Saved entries
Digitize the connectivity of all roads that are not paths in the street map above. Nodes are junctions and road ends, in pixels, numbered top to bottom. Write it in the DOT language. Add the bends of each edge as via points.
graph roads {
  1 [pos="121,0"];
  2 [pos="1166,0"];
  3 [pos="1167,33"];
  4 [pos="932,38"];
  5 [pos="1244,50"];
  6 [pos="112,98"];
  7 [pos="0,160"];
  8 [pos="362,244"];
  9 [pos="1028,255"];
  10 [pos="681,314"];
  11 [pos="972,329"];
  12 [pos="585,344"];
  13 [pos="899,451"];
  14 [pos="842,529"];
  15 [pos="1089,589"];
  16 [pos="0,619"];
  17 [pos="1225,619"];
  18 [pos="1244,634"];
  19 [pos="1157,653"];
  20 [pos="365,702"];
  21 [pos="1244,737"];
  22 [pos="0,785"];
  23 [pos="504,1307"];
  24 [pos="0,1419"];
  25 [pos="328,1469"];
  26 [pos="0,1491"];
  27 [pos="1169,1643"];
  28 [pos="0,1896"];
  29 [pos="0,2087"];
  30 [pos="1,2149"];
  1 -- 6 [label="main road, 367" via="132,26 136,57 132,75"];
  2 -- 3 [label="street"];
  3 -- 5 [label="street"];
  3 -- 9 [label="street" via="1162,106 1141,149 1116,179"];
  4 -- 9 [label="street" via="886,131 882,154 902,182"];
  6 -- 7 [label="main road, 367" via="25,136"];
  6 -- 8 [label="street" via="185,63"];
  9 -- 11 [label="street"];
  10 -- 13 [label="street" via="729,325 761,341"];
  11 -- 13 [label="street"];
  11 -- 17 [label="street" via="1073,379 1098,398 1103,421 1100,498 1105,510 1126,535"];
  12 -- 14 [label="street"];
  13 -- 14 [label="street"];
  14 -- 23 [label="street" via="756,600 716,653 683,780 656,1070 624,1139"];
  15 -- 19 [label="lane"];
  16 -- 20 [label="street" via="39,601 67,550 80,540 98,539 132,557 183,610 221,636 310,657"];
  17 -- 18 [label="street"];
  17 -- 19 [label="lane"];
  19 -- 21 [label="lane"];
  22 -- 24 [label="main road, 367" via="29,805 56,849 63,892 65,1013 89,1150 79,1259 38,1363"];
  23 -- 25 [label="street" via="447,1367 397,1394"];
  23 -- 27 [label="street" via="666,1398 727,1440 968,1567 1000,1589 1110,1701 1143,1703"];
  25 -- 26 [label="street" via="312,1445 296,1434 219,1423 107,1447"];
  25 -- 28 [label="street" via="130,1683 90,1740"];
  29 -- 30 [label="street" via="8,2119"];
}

• Work task:
For each entry above, please make an exact copy.

• Answer for the task:
Digitize the connectivity of all roads that are not paths in the street map above. Nodes are junctions and road ends, in pixels, numbered top to bottom. Write it in the DOT language. Add the bends of each edge as via points.
graph roads {
  1 [pos="121,0"];
  2 [pos="1166,0"];
  3 [pos="1167,33"];
  4 [pos="932,38"];
  5 [pos="1244,50"];
  6 [pos="112,98"];
  7 [pos="0,160"];
  8 [pos="362,244"];
  9 [pos="1028,255"];
  10 [pos="681,314"];
  11 [pos="972,329"];
  12 [pos="585,344"];
  13 [pos="899,451"];
  14 [pos="842,529"];
  15 [pos="1089,589"];
  16 [pos="0,619"];
  17 [pos="1225,619"];
  18 [pos="1244,634"];
  19 [pos="1157,653"];
  20 [pos="365,702"];
  21 [pos="1244,737"];
  22 [pos="0,785"];
  23 [pos="504,1307"];
  24 [pos="0,1419"];
  25 [pos="328,1469"];
  26 [pos="0,1491"];
  27 [pos="1169,1643"];
  28 [pos="0,1896"];
  29 [pos="0,2087"];
  30 [pos="1,2149"];
  1 -- 6 [label="main road, 367" via="132,26 136,57 132,75"];
  2 -- 3 [label="street"];
  3 -- 5 [label="street"];
  3 -- 9 [label="street" via="1162,106 1141,149 1116,179"];
  4 -- 9 [label="street" via="886,131 882,154 902,182"];
  6 -- 7 [label="main road, 367" via="25,136"];
  6 -- 8 [label="street" via="185,63"];
  9 -- 11 [label="street"];
  10 -- 13 [label="street" via="729,325 761,341"];
  11 -- 13 [label="street"];
  11 -- 17 [label="street" via="1073,379 1098,398 1103,421 1100,498 1105,510 1126,535"];
  12 -- 14 [label="street"];
  13 -- 14 [label="street"];
  14 -- 23 [label="street" via="756,600 716,653 683,780 656,1070 624,1139"];
  15 -- 19 [label="lane"];
  16 -- 20 [label="street" via="39,601 67,550 80,540 98,539 132,557 183,610 221,636 310,657"];
  17 -- 18 [label="street"];
  17 -- 19 [label="lane"];
  19 -- 21 [label="lane"];
  22 -- 24 [label="main road, 367" via="29,805 56,849 63,892 65,1013 89,1150 79,1259 38,1363"];
  23 -- 25 [label="street" via="447,1367 397,1394"];
  23 -- 27 [label="street" via="666,1398 727,1440 968,1567 1000,1589 1110,1701 1143,1703"];
  25 -- 26 [label="street" via="312,1445 296,1434 219,1423 107,1447"];
  25 -- 28 [label="street" via="130,1683 90,1740"];
  29 -- 30 [label="street" via="8,2119"];
}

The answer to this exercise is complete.